The medication is processed mainly by the liver and excreted through urine and feces. Its action is reversible, and blood levels peak within 1-2 hours after taking a dose.
Common side effects
Common side effects of ruxolitinib (from the FDA label) include:
- Low blood counts: anemia, thrombocytopenia (low platelets), neutropenia (low white blood cells)
- Bruising
- Dizziness
- Headache
- Diarrhea
- Infections (including herpes zoster and urinary tract infections)
- Weight gain
- Increased cholesterol levels
- Edema (swelling)
Serious side effects can include serious infections, increased risk of skin cancers, cardiovascular events, and blood clots. Regular blood tests are needed to monitor for these effects.
Who Should take it
Ruxolitinib is approved for adults with certain blood cancers and immune-related conditions, including:
- Intermediate or high-risk myelofibrosis (primary, post-polycythemia vera, or post-essential thrombocythemia myelofibrosis)
- Polycythemia vera in adults who have not responded to or cannot tolerate hydroxyurea
- Acute or chronic graft-versus-host disease (GVHD) in adults and children 12 years and older who have not responded to steroids
While ruxolitinib is not specifically approved for T-Cell Prolymphocytic Leukemia (T-PLL), it may be considered in some cases if other treatments are not effective, especially if the disease involves abnormal JAK-STAT signaling. Always consult with a hematologist or oncologist for personalized recommendations.
Who should not take it
There are no absolute contraindications listed for ruxolitinib, but certain patients should use caution or avoid it:
- Patients with active, serious infections should delay starting ruxolitinib until the infection is controlled.
- Those with very low platelet counts or severe anemia may not be able to tolerate the medication.
- People with a history of tuberculosis, hepatitis B, or herpes zoster should be evaluated and monitored closely.
- Pregnant or breastfeeding women should avoid ruxolitinib, as safety in these groups is not established.
- Patients with severe liver or kidney impairment may require dose adjustments or may not be suitable for treatment.
Always discuss your full medical history with your doctor before starting ruxolitinib.
Commonly used with
Ruxolitinib may be used alongside other supportive treatments such as blood transfusions for anemia or antibiotics for infections. In the setting of graft-versus-host disease, it may be used with corticosteroids or other immunosuppressive medications.
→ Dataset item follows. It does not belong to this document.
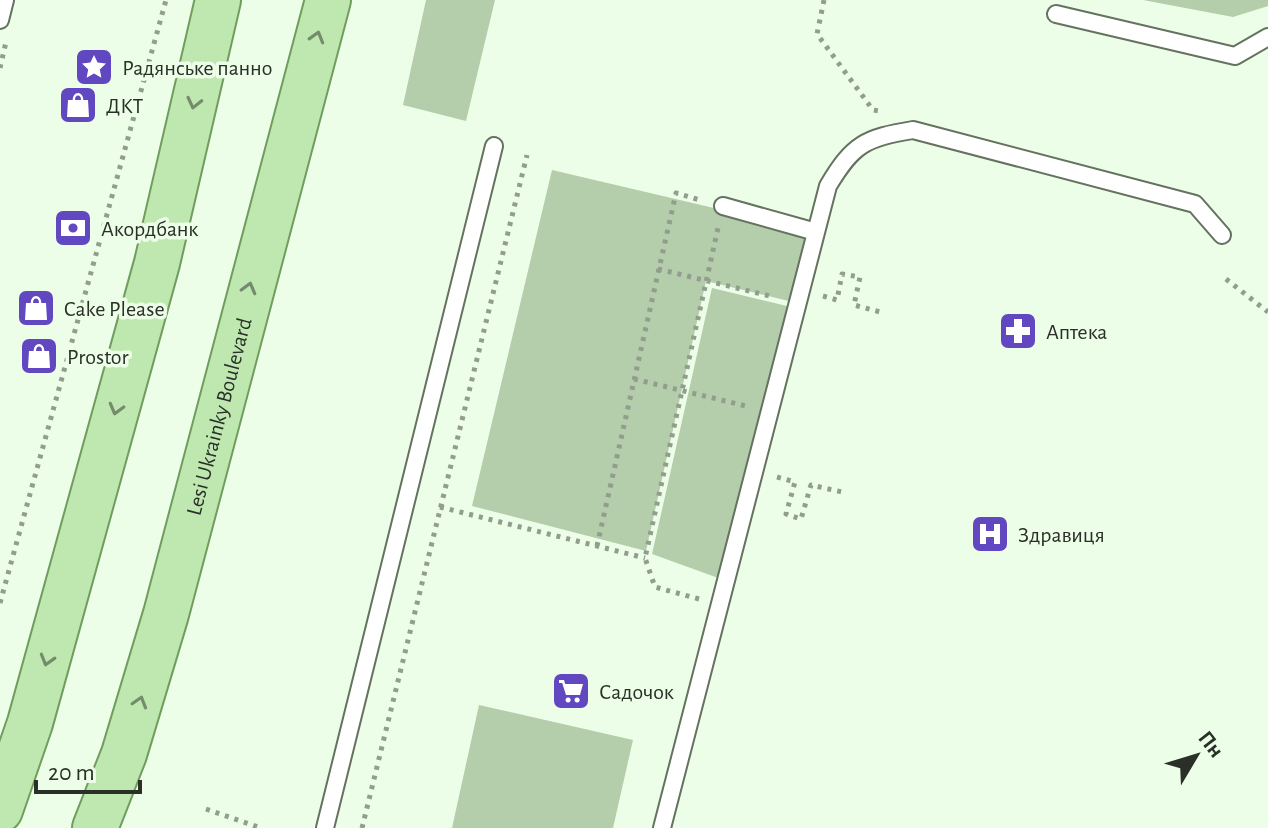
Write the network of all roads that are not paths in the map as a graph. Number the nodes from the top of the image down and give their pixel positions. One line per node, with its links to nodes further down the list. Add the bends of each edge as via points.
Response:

It is important to inform your healthcare team of all medications you are taking, as ruxolitinib can interact with other drugs, especially those affecting liver enzymes (CYP3A4 inhibitors or inducers).
Commonly tested with
Ruxolitinib has been studied in combination with other therapies for blood cancers and GVHD, such as:
- Hydroxyurea (for polycythemia vera)
- Immunosuppressive agents (for GVHD)
- Supportive care medications (antibiotics, antivirals, antifungals)
Clinical trials may also test ruxolitinib with chemotherapy or other targeted agents in various blood cancers. Always follow your doctor's guidance regarding combination therapies.